Abstract

Human Vα24+ Natural Killer T (NKT) cells are cytotoxic against a range of malignancies, including human lymphoma and myeloid leukaemia in vitro and in murine models in vivo. Human NKT cells are activated by α-galactosylceramide (KRN7000) when presented by the MHC Class I-like molecule, CD1d, expressed by antigen presenting cells, particularly dendritic cells (DCs). Successful activation of human NKT cell antitumor activity in a clinical setting, particularly if this also activates natural killer (NK) cells and enhances tumor-specific cytotoxic T lymphocyte (CTL) activity, has the potential to be more potent and effective than current strategies focusing entirely on activation of peptide antigen specific CTL. In order to evaluate this we initiated a clinical study aiming to determine whether all three cell types could be activated with a single therapy.

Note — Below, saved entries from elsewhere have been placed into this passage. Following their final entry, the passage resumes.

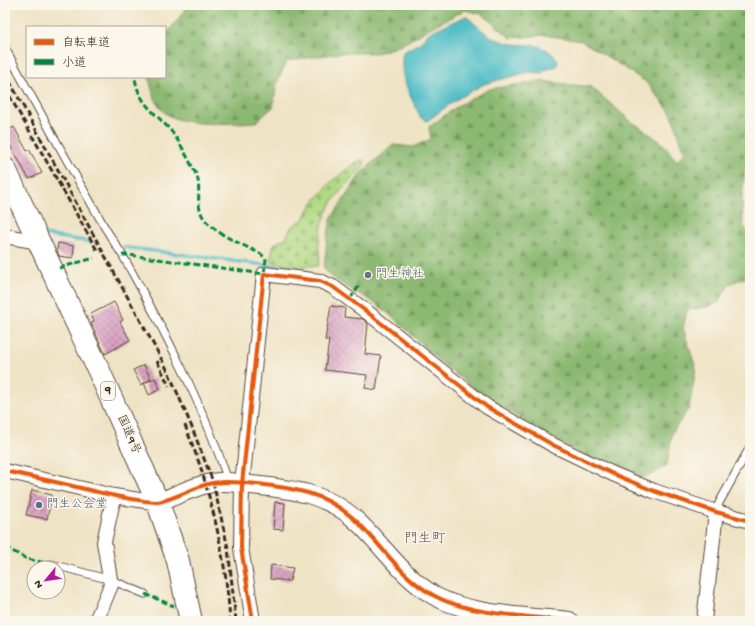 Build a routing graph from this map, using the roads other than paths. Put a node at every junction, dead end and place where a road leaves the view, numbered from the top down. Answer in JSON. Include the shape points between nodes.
{"nodes":[{"id":1,"x":5,"y":48,"type":"edge"},
{"id":2,"x":5,"y":169,"type":"edge"},
{"id":3,"x":5,"y":236,"type":"edge"},
{"id":4,"x":39,"y":242,"type":"junction"},
{"id":5,"x":750,"y":447,"type":"edge"},
{"id":6,"x":5,"y":471,"type":"edge"},
{"id":7,"x":235,"y":483,"type":"junction"},
{"id":8,"x":114,"y":496,"type":"junction"},
{"id":9,"x":158,"y":503,"type":"junction"},
{"id":10,"x":717,"y":508,"type":"junction"},
{"id":11,"x":750,"y":521,"type":"edge"},
{"id":12,"x":66,"y":568,"type":"edge"},
{"id":13,"x":111,"y":580,"type":"junction"},
{"id":14,"x":145,"y":594,"type":"dead end"},
{"id":15,"x":96,"y":621,"type":"edge"},
{"id":16,"x":191,"y":621,"type":"edge"},
{"id":17,"x":253,"y":621,"type":"edge"},
{"id":18,"x":569,"y":621,"type":"edge"},
{"id":19,"x":704,"y":621,"type":"edge"}],
"edges":[{"from":1,"to":7,"type":"lane","via":[[168,342],[221,460]]},
{"from":2,"to":4,"type":"highway","name":"国道9号","number":"9"},
{"from":3,"to":4,"type":"street"},
{"from":4,"to":9,"type":"highway","name":"国道9号","number":"9"},
{"from":5,"to":10,"type":"lane"},
{"from":6,"to":8,"type":"street"},
{"from":7,"to":9,"type":"street","via":[[206,484]]},
{"from":7,"to":10,"type":"street","via":[[264,274],[320,281],[367,312],[487,407],[513,423],[613,474]]},
{"from":7,"to":17,"type":"street","via":[[241,548]]},
{"from":7,"to":18,"type":"street","via":[[294,490],[336,505],[360,524],[415,583],[440,598],[472,608]]},
{"from":8,"to":9,"type":"street"},
{"from":8,"to":13,"type":"street","via":[[104,542]]},
{"from":9,"to":16,"type":"highway","name":"国道9号","number":"9","via":[[178,561]]},
{"from":10,"to":11,"type":"street"},
{"from":10,"to":19,"type":"street"},
{"from":12,"to":13,"type":"lane"},
{"from":13,"to":14,"type":"lane"},
{"from":13,"to":15,"type":"street"}]} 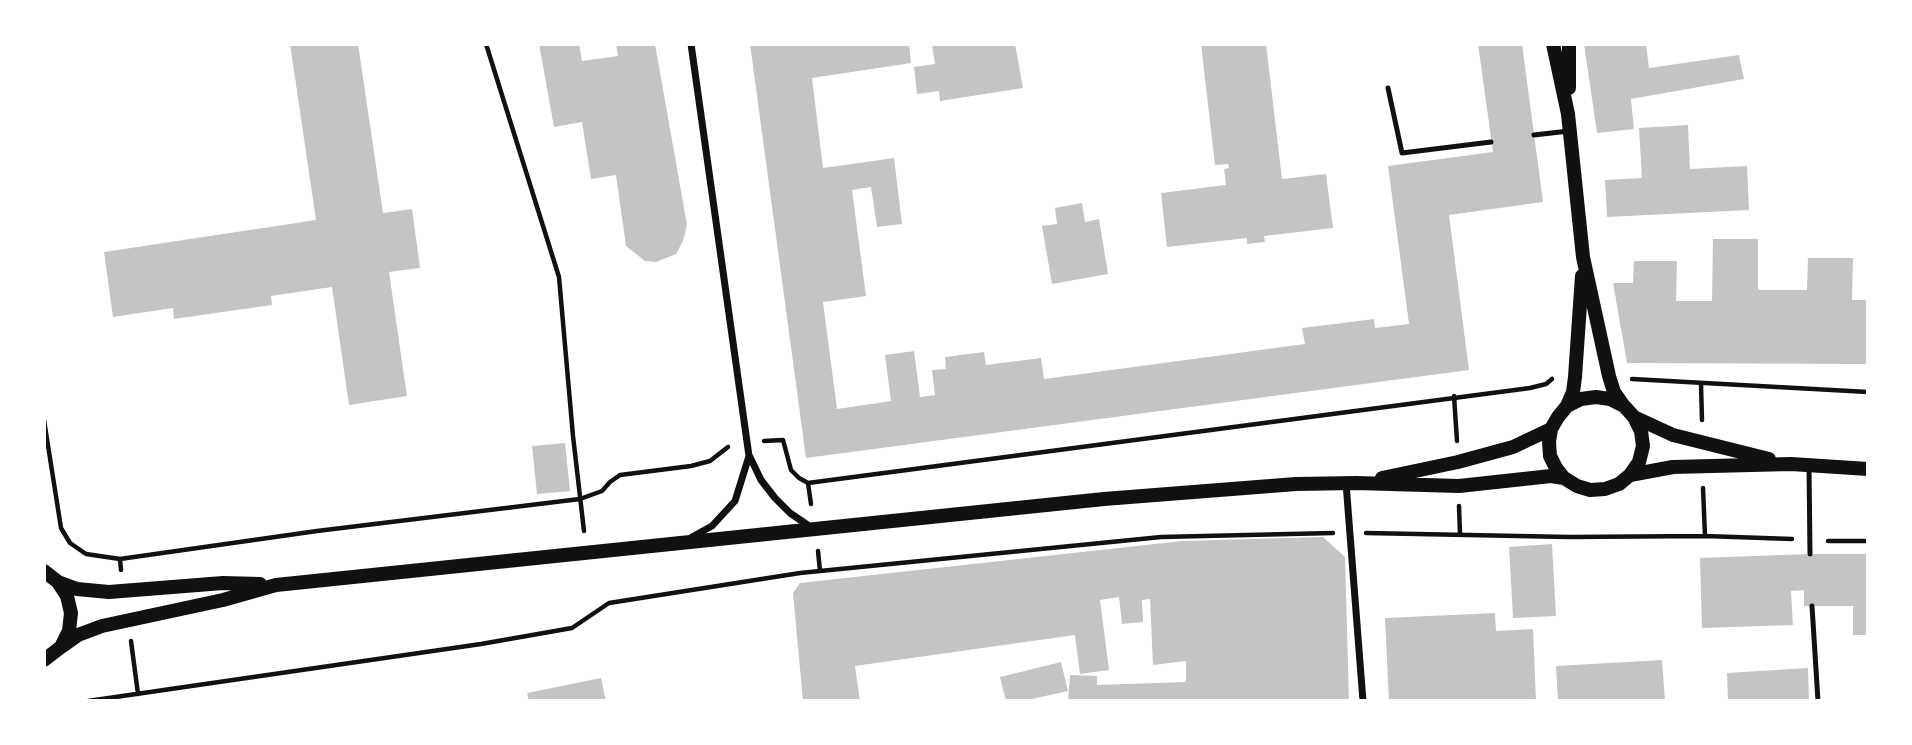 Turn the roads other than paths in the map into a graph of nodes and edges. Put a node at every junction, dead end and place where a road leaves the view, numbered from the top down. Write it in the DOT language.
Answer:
graph roads {
  1 [pos="691,44"];
  2 [pos="1553,44"];
  3 [pos="1569,44"];
  4 [pos="1388,88"];
  5 [pos="1568,114"];
  6 [pos="1570,130"];
  7 [pos="1534,135"];
  8 [pos="1491,142"];
  9 [pos="1583,257"];
  10 [pos="1567,406"];
  11 [pos="1629,411"];
  12 [pos="1551,429"];
  13 [pos="749,456"];
  14 [pos="1791,464"];
  15 [pos="1809,466"];
  16 [pos="1868,469"];
  17 [pos="1630,475"];
  18 [pos="1564,478"];
  19 [pos="1351,483"];
  20 [pos="814,529"];
  21 [pos="682,543"];
  22 [pos="1810,554"];
  23 [pos="44,571"];
  24 [pos="58,582"];
  25 [pos="276,585"];
  26 [pos="1812,606"];
  27 [pos="61,647"];
  28 [pos="44,660"];
  29 [pos="1363,701"];
  30 [pos="1818,701"];
  1 -- 13 [label="street"];
  2 -- 5 [label="main road"];
  3 -- 5 [label="main road"];
  4 -- 8 [label="lane"];
  5 -- 6 [label="main road"];
  6 -- 7 [label="lane"];
  6 -- 9 [label="main road"];
  9 -- 10 [label="main road"];
  9 -- 11 [label="main road"];
  10 -- 11 [label="main road"];
  10 -- 12 [label="main road"];
  11 -- 14 [label="main road"];
  11 -- 17 [label="main road"];
  12 -- 18 [label="main road"];
  12 -- 19 [label="main road"];
  13 -- 20 [label="street"];
  13 -- 21 [label="street"];
  14 -- 15 [label="main road"];
  14 -- 17 [label="main road"];
  15 -- 16 [label="main road"];
  15 -- 22 [label="lane"];
  17 -- 18 [label="main road"];
  18 -- 19 [label="main road"];
  19 -- 20 [label="main road"];
  19 -- 29 [label="street"];
  20 -- 21 [label="main road"];
  21 -- 25 [label="main road"];
  23 -- 24 [label="main road"];
  24 -- 25 [label="main road"];
  24 -- 27 [label="main road"];
  25 -- 27 [label="main road"];
  26 -- 30 [label="lane"];
  27 -- 28 [label="main road"];
} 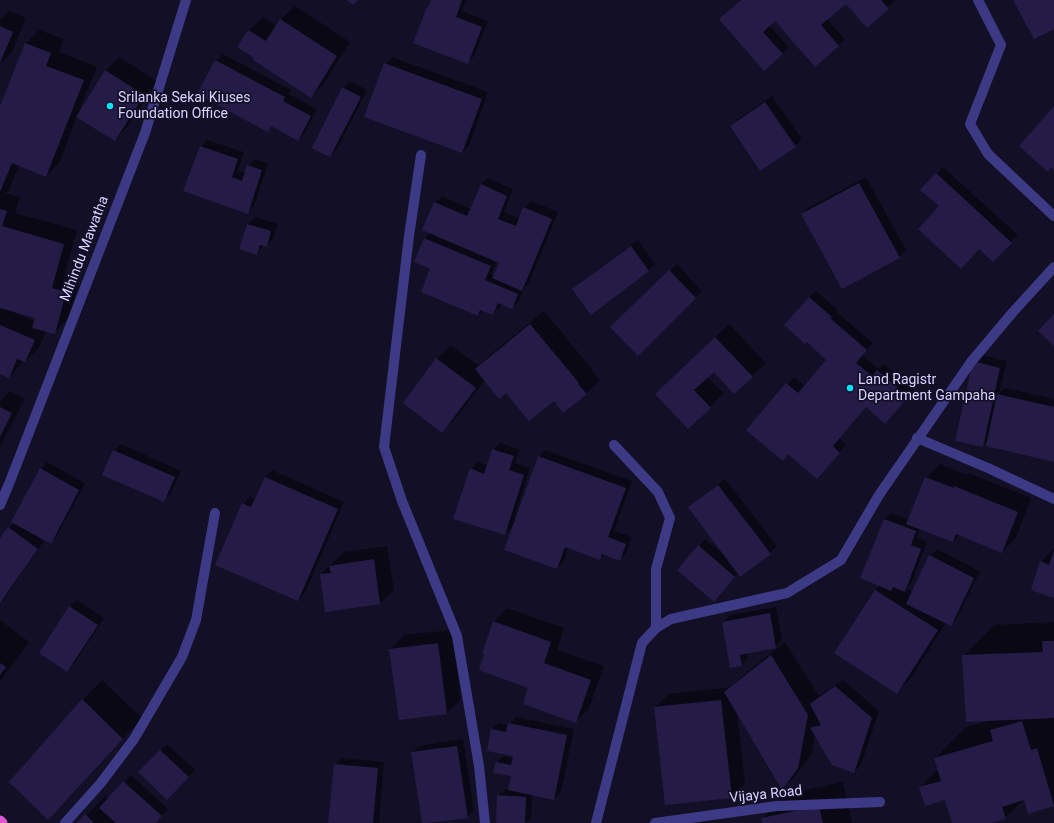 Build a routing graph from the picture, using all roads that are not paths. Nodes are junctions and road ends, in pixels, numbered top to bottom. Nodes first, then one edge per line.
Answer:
1 (186, 0) edge
2 (978, 0) edge
3 (421, 155) dead end
4 (1054, 216) edge
5 (1054, 267) edge
6 (917, 438) junction
7 (614, 445) dead end
8 (1054, 499) edge
9 (0, 505) edge
10 (215, 513) dead end
11 (656, 628) junction
12 (880, 802) dead end
13 (66, 823) edge
14 (485, 823) edge
15 (596, 823) edge
16 (655, 823) edge

1 - 9 street, Mihindu Mawatha
2 - 4 street
3 - 14 street
5 - 6 street
6 - 8 street
6 - 11 street
7 - 11 street
10 - 13 street
11 - 15 street
12 - 16 street, Vijaya Road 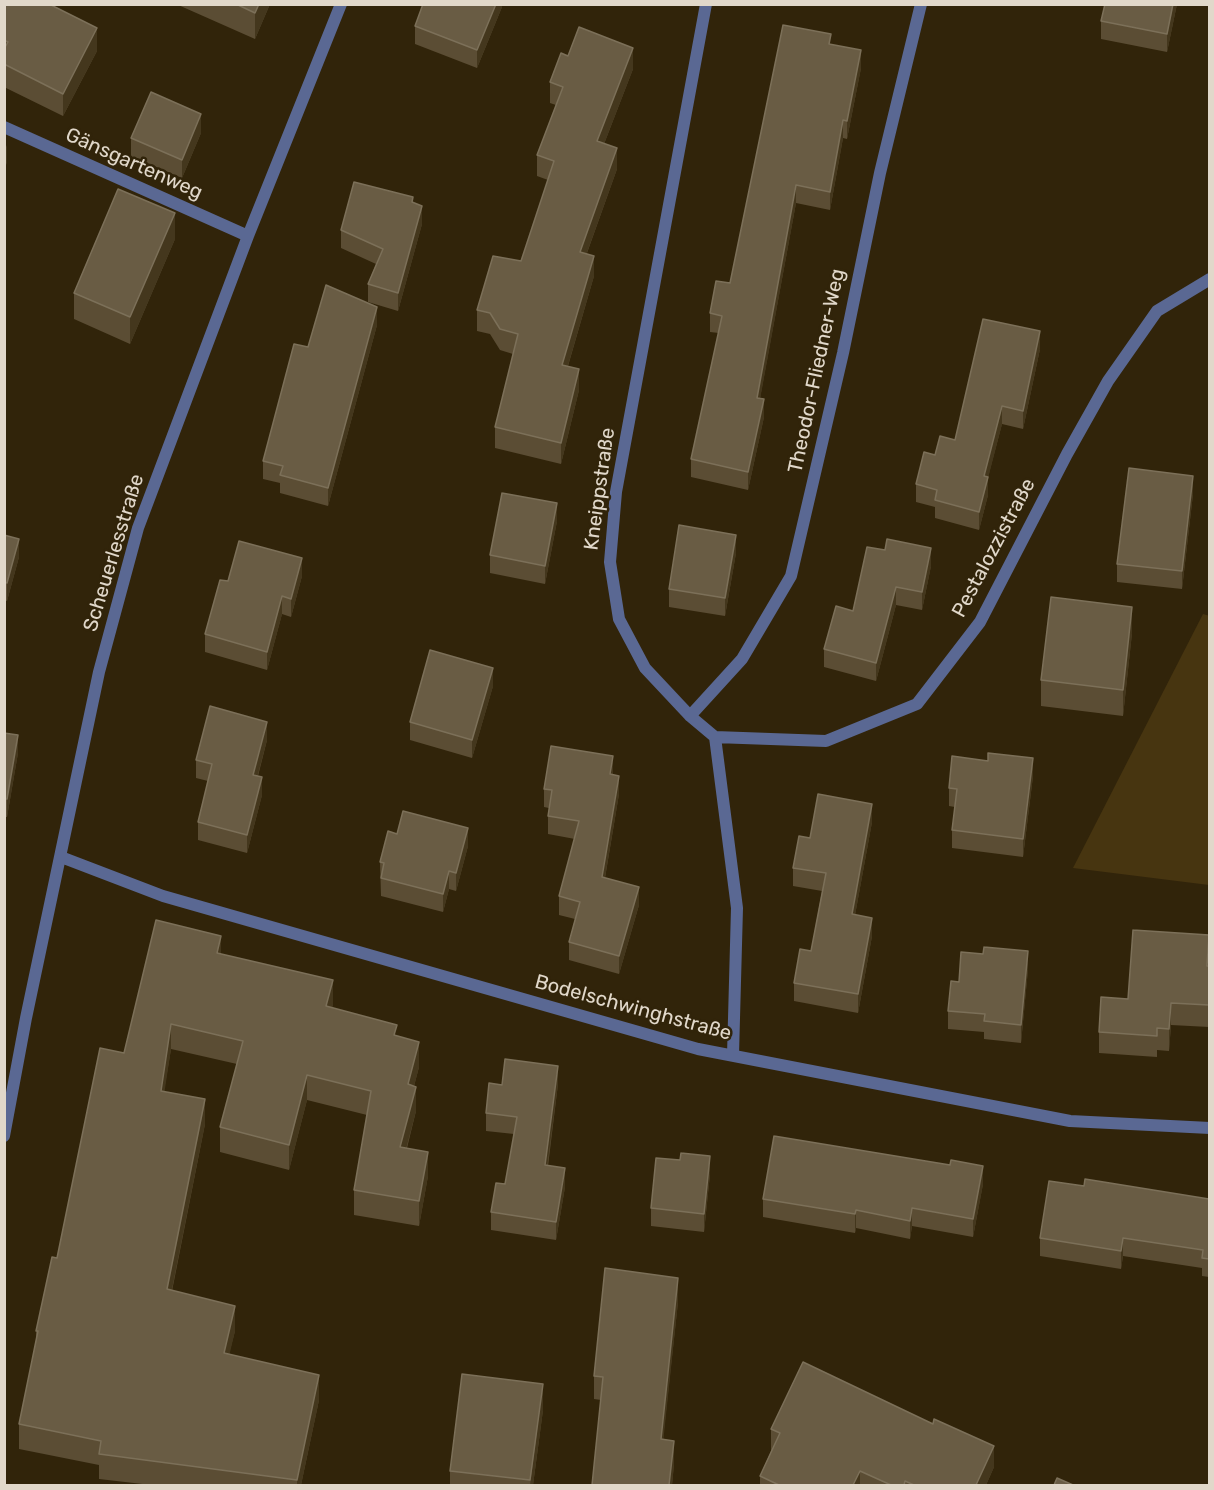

Melanoma was evaluated because of the known responsiveness to DC based immune therapy and the availability of well-defined peptide tumor antigens amenable to evaluation in a large number of subjects. Subjects with stage IV metastatic melanoma who were HLA-A*0201 were randomized to receive multiple intradermal or intravenous treatments with autologous mature monocyte derived DC pulsed with KRN7000, 4 peptide antigens (Mart-1, gp100, tyrosinase and Mage 3) or both. Peripheral blood NKT cells, NK cells and CD8+ CTL specific for the four melanoma antigens were monitored before, during, and after the series of treatments using 5 color flow cytometry. Antigen specific CTL were monitored using tetramers obtained from Beckman Coulter. Our results were that DC pulsed with KRN7000 + peptide were able to activate NKT cells and NK cells as well as increase the number of tumour antigen specific CTL. Activation of NKT and NK cells was most marked after intravenous treatment. However increased tumor antigen specific CTL were observed after treatment by both routes. Minor disease responses and stabilization were noted in subjects with non-bulky disease. We conclude that activation of NKT, NK and antigen specific CTL is possible with a single modality of immune therapy and that this is associated with disease responses.